=== Data shown ===

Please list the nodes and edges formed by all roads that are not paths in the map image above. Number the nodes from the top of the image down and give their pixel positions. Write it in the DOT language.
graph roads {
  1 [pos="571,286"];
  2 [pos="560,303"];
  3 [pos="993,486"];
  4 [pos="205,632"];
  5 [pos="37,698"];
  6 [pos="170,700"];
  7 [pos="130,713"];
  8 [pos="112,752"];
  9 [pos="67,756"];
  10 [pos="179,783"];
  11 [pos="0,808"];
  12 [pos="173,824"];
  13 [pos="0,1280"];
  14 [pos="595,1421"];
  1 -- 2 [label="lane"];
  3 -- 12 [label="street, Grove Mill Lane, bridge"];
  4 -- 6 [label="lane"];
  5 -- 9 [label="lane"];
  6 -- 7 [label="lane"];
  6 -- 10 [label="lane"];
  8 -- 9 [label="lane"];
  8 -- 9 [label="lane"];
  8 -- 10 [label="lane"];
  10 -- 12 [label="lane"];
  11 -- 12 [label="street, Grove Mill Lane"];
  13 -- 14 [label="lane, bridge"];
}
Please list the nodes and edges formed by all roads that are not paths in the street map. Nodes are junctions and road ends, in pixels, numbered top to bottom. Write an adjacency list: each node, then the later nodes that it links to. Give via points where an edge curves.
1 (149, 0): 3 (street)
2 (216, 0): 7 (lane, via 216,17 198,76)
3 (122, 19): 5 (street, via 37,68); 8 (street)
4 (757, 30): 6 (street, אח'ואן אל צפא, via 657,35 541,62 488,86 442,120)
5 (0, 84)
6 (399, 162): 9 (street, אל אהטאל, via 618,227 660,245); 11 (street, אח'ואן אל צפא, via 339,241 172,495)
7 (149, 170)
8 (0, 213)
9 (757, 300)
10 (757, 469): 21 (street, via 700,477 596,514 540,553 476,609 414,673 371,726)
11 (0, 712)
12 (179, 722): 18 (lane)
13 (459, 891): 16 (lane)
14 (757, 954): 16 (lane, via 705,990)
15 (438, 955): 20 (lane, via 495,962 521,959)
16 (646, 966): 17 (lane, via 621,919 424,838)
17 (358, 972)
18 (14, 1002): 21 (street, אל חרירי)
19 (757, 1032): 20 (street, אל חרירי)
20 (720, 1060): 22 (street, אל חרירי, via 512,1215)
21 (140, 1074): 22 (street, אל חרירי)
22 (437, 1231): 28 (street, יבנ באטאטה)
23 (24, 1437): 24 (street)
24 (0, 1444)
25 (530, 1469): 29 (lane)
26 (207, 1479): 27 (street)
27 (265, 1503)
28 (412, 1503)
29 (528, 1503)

===

▶ [What you are asked to do]:
Nothing in the data should be altered; please repeat it exactly.

▶ [Your response]:
Please list the nodes and edges formed by all roads that are not paths in the map image above. Number the nodes from the top of the image down and give their pixel positions. Write it in the DOT language.
graph roads {
  1 [pos="571,286"];
  2 [pos="560,303"];
  3 [pos="993,486"];
  4 [pos="205,632"];
  5 [pos="37,698"];
  6 [pos="170,700"];
  7 [pos="130,713"];
  8 [pos="112,752"];
  9 [pos="67,756"];
  10 [pos="179,783"];
  11 [pos="0,808"];
  12 [pos="173,824"];
  13 [pos="0,1280"];
  14 [pos="595,1421"];
  1 -- 2 [label="lane"];
  3 -- 12 [label="street, Grove Mill Lane, bridge"];
  4 -- 6 [label="lane"];
  5 -- 9 [label="lane"];
  6 -- 7 [label="lane"];
  6 -- 10 [label="lane"];
  8 -- 9 [label="lane"];
  8 -- 9 [label="lane"];
  8 -- 10 [label="lane"];
  10 -- 12 [label="lane"];
  11 -- 12 [label="street, Grove Mill Lane"];
  13 -- 14 [label="lane, bridge"];
}
Please list the nodes and edges formed by all roads that are not paths in the street map. Nodes are junctions and road ends, in pixels, numbered top to bottom. Write an adjacency list: each node, then the later nodes that it links to. Give via points where an edge curves.
1 (149, 0): 3 (street)
2 (216, 0): 7 (lane, via 216,17 198,76)
3 (122, 19): 5 (street, via 37,68); 8 (street)
4 (757, 30): 6 (street, אח'ואן אל צפא, via 657,35 541,62 488,86 442,120)
5 (0, 84)
6 (399, 162): 9 (street, אל אהטאל, via 618,227 660,245); 11 (street, אח'ואן אל צפא, via 339,241 172,495)
7 (149, 170)
8 (0, 213)
9 (757, 300)
10 (757, 469): 21 (street, via 700,477 596,514 540,553 476,609 414,673 371,726)
11 (0, 712)
12 (179, 722): 18 (lane)
13 (459, 891): 16 (lane)
14 (757, 954): 16 (lane, via 705,990)
15 (438, 955): 20 (lane, via 495,962 521,959)
16 (646, 966): 17 (lane, via 621,919 424,838)
17 (358, 972)
18 (14, 1002): 21 (street, אל חרירי)
19 (757, 1032): 20 (street, אל חרירי)
20 (720, 1060): 22 (street, אל חרירי, via 512,1215)
21 (140, 1074): 22 (street, אל חרירי)
22 (437, 1231): 28 (street, יבנ באטאטה)
23 (24, 1437): 24 (street)
24 (0, 1444)
25 (530, 1469): 29 (lane)
26 (207, 1479): 27 (street)
27 (265, 1503)
28 (412, 1503)
29 (528, 1503)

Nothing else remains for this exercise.